Let's assume a prospect does stick around and listen to all (or most) of what you have to say. What should change from before they started, to after?
To help you answer that question, we recommend following this three-part framework.
1. Create a shared point of view
Exposure to thought leadership content should create a shared point of view between you and your audience.
Over time, customers or prospects who are reading or watching what you produce should share your beliefs about email marketing, project management, password security, or whatever it is that you’re creating content about.
Perhaps they see it first through a blog post, then a video series, then a weekly thread of LinkedIn posts from your founder. With this change in belief should come a change in behavior.
Here at Kapwing, for example, we believe very deeply in the importance of video as a driving factor for content strategy. So, we produce content that aligns with that belief and explains why we’re so convicted. Then, we atomize that content so that it appears everywhere that we have an online presence: our company blog, our YouTube channels, our social media accounts, email marketing, even on our founder’s personal social accounts.
As an example, take a look at all of the different pieces of thought leadership content we produced on the single topic of branded streaming platforms:
Of course, we can’t say that we’re successful until we see behavior changes – marketing professionals pitching video strategies for the first time, more video podcasts popping up on our feeds, more people considering using video as their anchor medium. But that’s true for any thought leadership program.
Which leads us to the second goal of our thought leadership framework.
2. Create stronger-fit customers for your product
If you can affect a change in people's beliefs and behavior, you are making them better prospects for your business.
Kathy Sierra talks about this in her book Badass: Making Users Awesome. It’s always easier to sell a product to a customer who’s already bought the problem. They should believe that there’s some opportunity that they don’t have yet.
Good thought leadership is about getting users to that point. Then your product will start to look like the obvious solution.
3. Create context around the problem and solution
Finally, thought leadership should provide context for your prospects.
It’s hard to care about an isolated problem without seeing the bigger picture of how it fits into the current industry landscape. Give users a sense of the stakes and an understanding of where things are headed and why that matters. Give them evidence so that they know they’re not just getting marketing messages from a company with an agenda and a biased point of view.
Data is an excellent tool for providing this sort of context and proof.
If your audience is asking, “ok, but why should I care?” after engaging with your thought leadership content, there’s not enough context.
Thought leadership with commercial intent must persuade the reader in such a way that it either makes profitable customer action come easier or more fruitful.
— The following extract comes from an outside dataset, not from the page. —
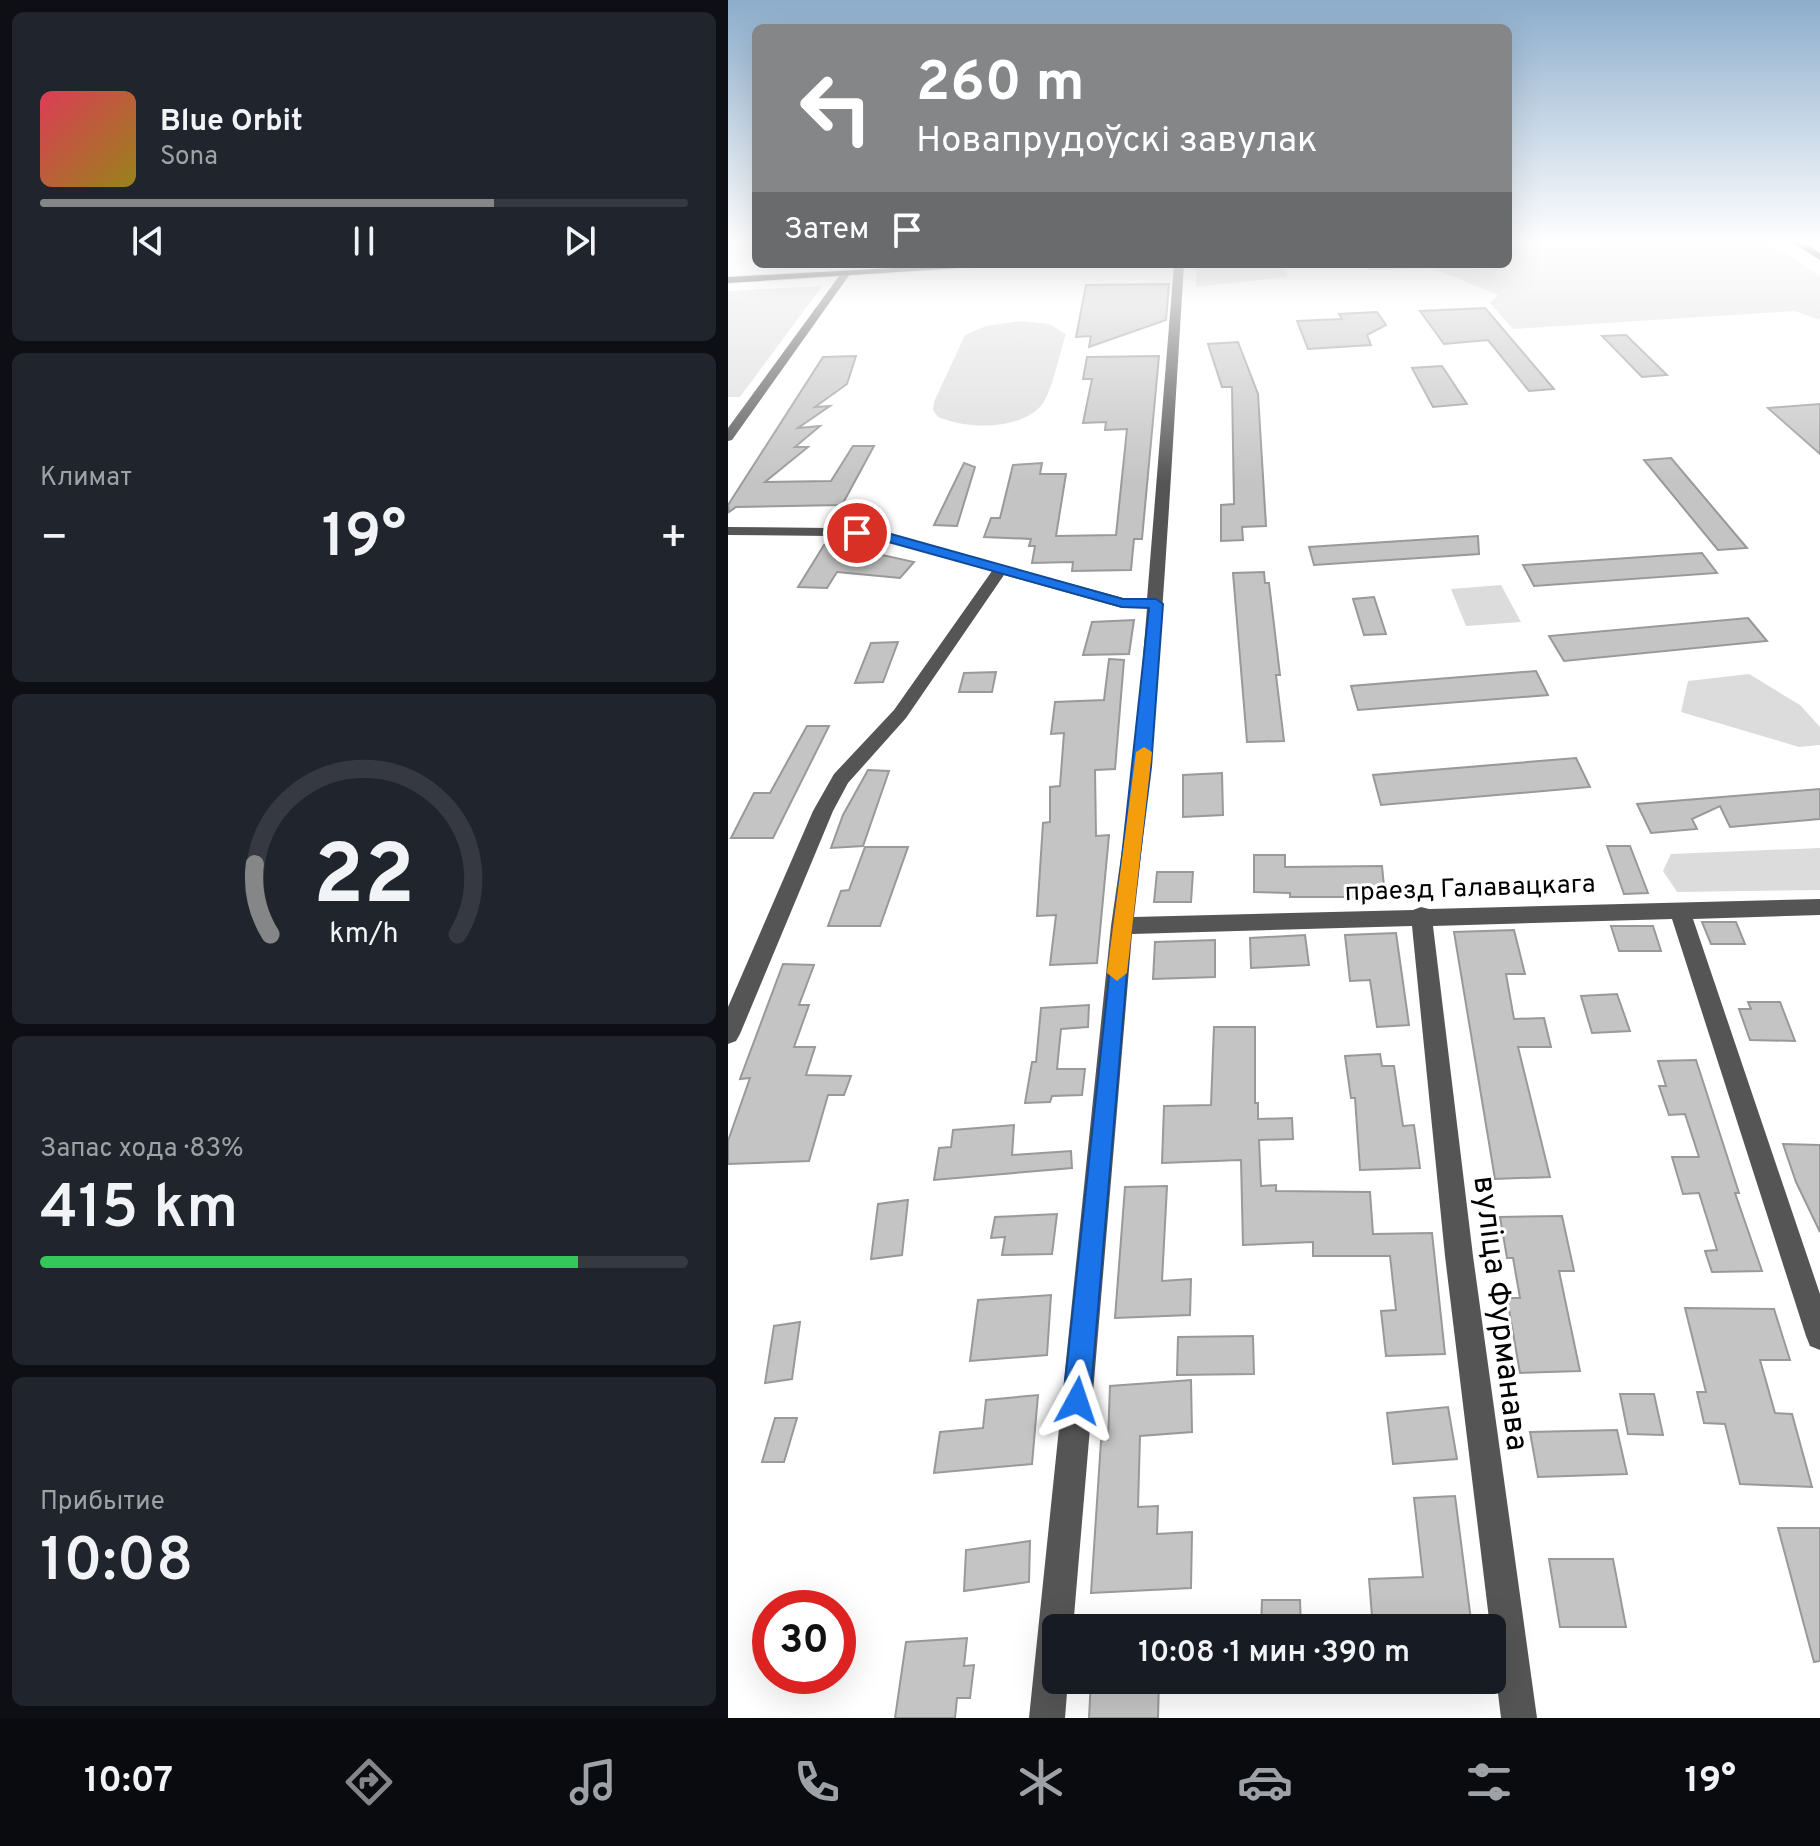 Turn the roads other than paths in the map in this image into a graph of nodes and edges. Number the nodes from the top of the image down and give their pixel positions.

Otherwise, you might impress and influence people but create no connection to your product.
And that's the job of marketing: to connect customers with products.
So, now that you have this framework to start from, it’s time to decide what to talk about, aka choose your thought leadership narrative(s).
How to pick thought leadership narratives
Firstly, marketing narratives need to either start with or get buy-in all the way up. Marketing must tie-back to the product you're actually building, so all of these pointed thoughts mean little if they aren't reflected in the product.
When developing thought leadership topics and themes to come back to, there are three areas to look at:
1. What's changing:
- What changes are happening in the space/market?
- What old approach is losing its luster?
- What are new or nascent concepts sprouting up?
2. What's wrong:
- What's a best practice that's anything but?
- What's a frequently misunderstood (but important) concept or strategy?
- Where are people causing themselves undue misery?
3. What's the idea/future look like:
- Once we apply the "new way," what's better?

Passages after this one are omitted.